To do:
Extract every line between the one with "pinky pip: (705, 264)" and the end of the entries, both included, word for word and free of pictures.
---------- Dataset excerpts
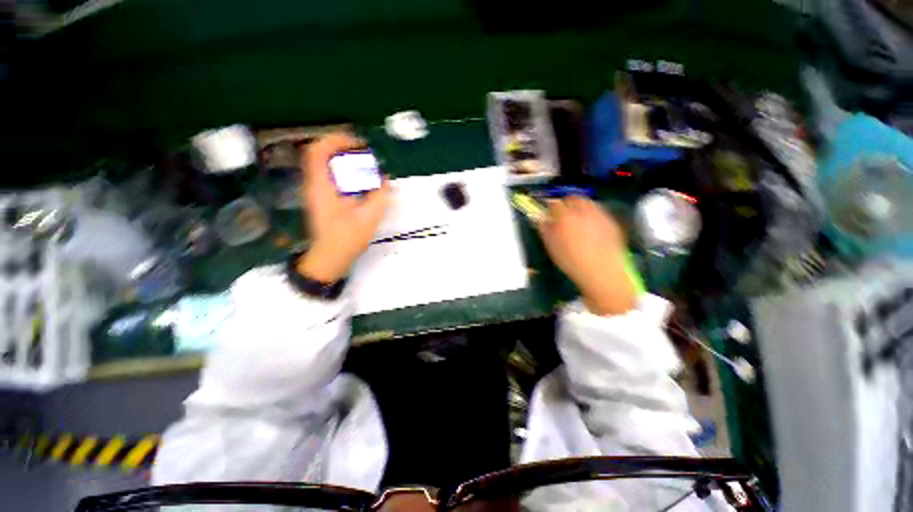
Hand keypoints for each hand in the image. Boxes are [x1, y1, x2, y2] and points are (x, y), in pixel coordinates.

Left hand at [297, 131, 389, 281]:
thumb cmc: (347, 238)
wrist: (330, 258)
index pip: (318, 151)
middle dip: (342, 148)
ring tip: (363, 164)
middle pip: (320, 154)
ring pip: (324, 164)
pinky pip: (328, 176)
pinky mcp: (320, 199)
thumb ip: (379, 195)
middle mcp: (313, 185)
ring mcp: (315, 192)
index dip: (336, 140)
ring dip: (342, 159)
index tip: (358, 144)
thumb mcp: (369, 217)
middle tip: (364, 152)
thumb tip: (385, 178)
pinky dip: (342, 172)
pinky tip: (358, 180)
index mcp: (321, 186)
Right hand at [536, 196, 635, 315]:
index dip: (550, 206)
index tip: (549, 212)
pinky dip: (593, 215)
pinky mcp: (611, 222)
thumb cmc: (571, 261)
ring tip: (578, 219)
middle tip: (563, 213)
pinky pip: (600, 212)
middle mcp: (583, 211)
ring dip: (581, 206)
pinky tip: (592, 227)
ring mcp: (599, 215)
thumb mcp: (552, 247)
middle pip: (574, 198)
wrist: (602, 272)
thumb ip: (545, 229)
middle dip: (567, 203)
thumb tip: (540, 219)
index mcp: (564, 216)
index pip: (555, 203)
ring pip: (588, 203)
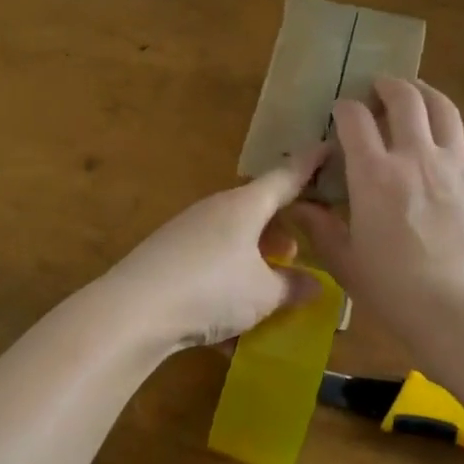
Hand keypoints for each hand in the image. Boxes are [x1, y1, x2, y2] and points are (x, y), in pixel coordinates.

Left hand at [103, 145, 330, 350]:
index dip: (310, 164)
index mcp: (245, 205)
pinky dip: (228, 278)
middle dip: (281, 227)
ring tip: (269, 283)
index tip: (329, 147)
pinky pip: (210, 259)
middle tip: (300, 249)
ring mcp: (188, 230)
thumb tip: (316, 284)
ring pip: (233, 235)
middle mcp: (216, 209)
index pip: (286, 177)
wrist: (133, 310)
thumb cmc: (212, 290)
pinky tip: (230, 316)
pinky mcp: (168, 254)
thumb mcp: (262, 294)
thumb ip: (292, 287)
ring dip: (254, 254)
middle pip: (257, 208)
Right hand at [291, 78, 463, 339]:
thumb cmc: (394, 289)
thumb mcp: (345, 260)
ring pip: (444, 108)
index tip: (342, 112)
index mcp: (374, 175)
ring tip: (418, 98)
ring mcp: (458, 165)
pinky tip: (455, 139)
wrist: (460, 311)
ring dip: (427, 96)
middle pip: (405, 98)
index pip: (355, 119)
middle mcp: (416, 157)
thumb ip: (320, 226)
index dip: (345, 108)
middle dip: (388, 86)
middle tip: (381, 90)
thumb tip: (298, 205)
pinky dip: (462, 130)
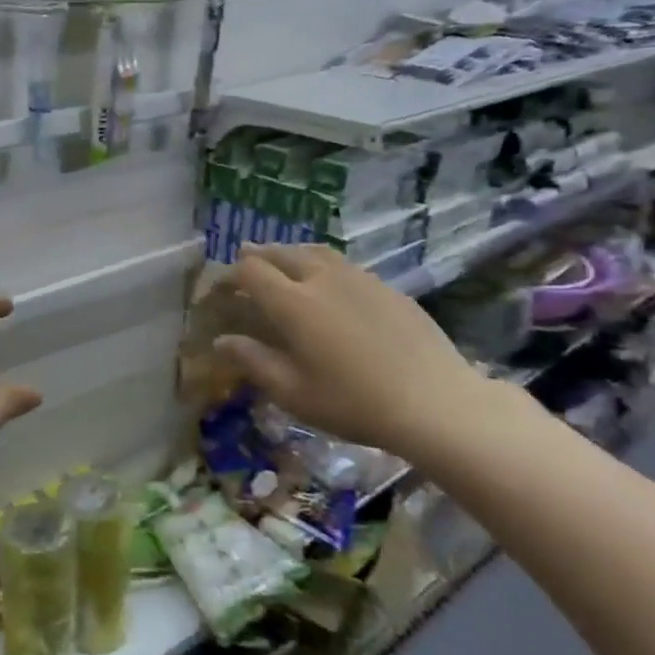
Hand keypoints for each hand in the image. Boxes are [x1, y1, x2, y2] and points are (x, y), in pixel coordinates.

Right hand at [215, 243, 492, 460]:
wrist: (434, 401)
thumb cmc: (352, 402)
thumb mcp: (292, 392)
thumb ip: (253, 361)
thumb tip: (221, 341)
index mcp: (292, 303)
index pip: (251, 270)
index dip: (230, 274)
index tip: (221, 287)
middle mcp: (322, 279)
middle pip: (282, 252)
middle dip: (258, 255)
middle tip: (245, 262)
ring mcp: (359, 278)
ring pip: (316, 252)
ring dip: (291, 253)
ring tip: (283, 261)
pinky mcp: (386, 287)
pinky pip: (344, 265)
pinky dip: (323, 265)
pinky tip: (329, 284)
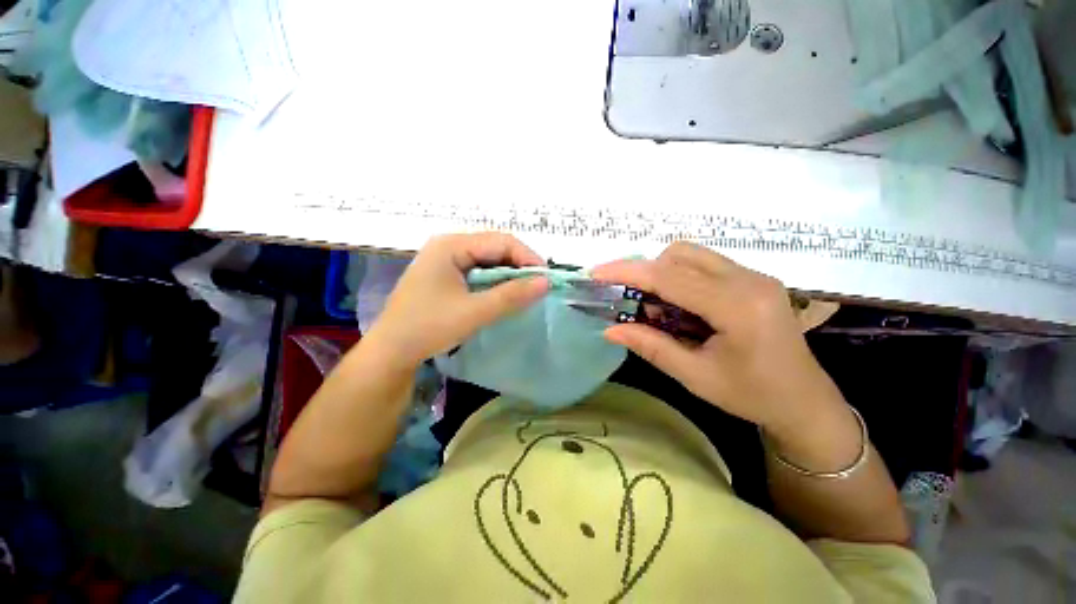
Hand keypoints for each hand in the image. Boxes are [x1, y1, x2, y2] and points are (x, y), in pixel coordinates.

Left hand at [362, 233, 548, 370]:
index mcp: (451, 245)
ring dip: (508, 276)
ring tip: (526, 292)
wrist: (391, 351)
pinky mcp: (446, 276)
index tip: (546, 279)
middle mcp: (449, 246)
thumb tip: (545, 283)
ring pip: (488, 261)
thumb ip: (511, 296)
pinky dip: (495, 283)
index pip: (501, 241)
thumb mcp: (474, 312)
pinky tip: (504, 295)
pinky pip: (478, 273)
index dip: (527, 257)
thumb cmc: (428, 327)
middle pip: (495, 248)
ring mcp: (446, 260)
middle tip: (539, 287)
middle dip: (519, 266)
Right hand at [591, 242, 843, 433]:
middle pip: (680, 255)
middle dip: (645, 272)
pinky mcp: (754, 279)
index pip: (670, 277)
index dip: (628, 272)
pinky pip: (705, 264)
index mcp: (737, 308)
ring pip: (692, 255)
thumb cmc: (752, 396)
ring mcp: (755, 276)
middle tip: (630, 300)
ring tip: (655, 307)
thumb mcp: (695, 376)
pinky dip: (680, 277)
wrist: (806, 402)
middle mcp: (749, 280)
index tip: (597, 273)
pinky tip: (679, 305)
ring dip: (663, 273)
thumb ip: (651, 347)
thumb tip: (610, 330)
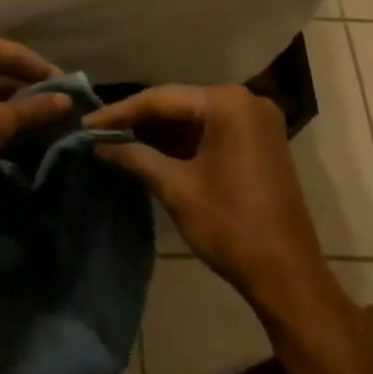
--------------------
Answer to this exercise:
pinky pip: (705, 264)
index mcp: (737, 308)
ring pip: (692, 255)
thumb cmc: (752, 396)
ring mcp: (755, 276)
middle tip: (630, 300)
ring tip: (655, 307)
thumb mcp: (695, 376)
pinky dip: (680, 277)
wrist: (806, 402)
middle mcp: (749, 280)
index tip: (597, 273)
pinky tip: (679, 305)
ring dip: (663, 273)
thumb ip: (651, 347)
thumb tip: (610, 330)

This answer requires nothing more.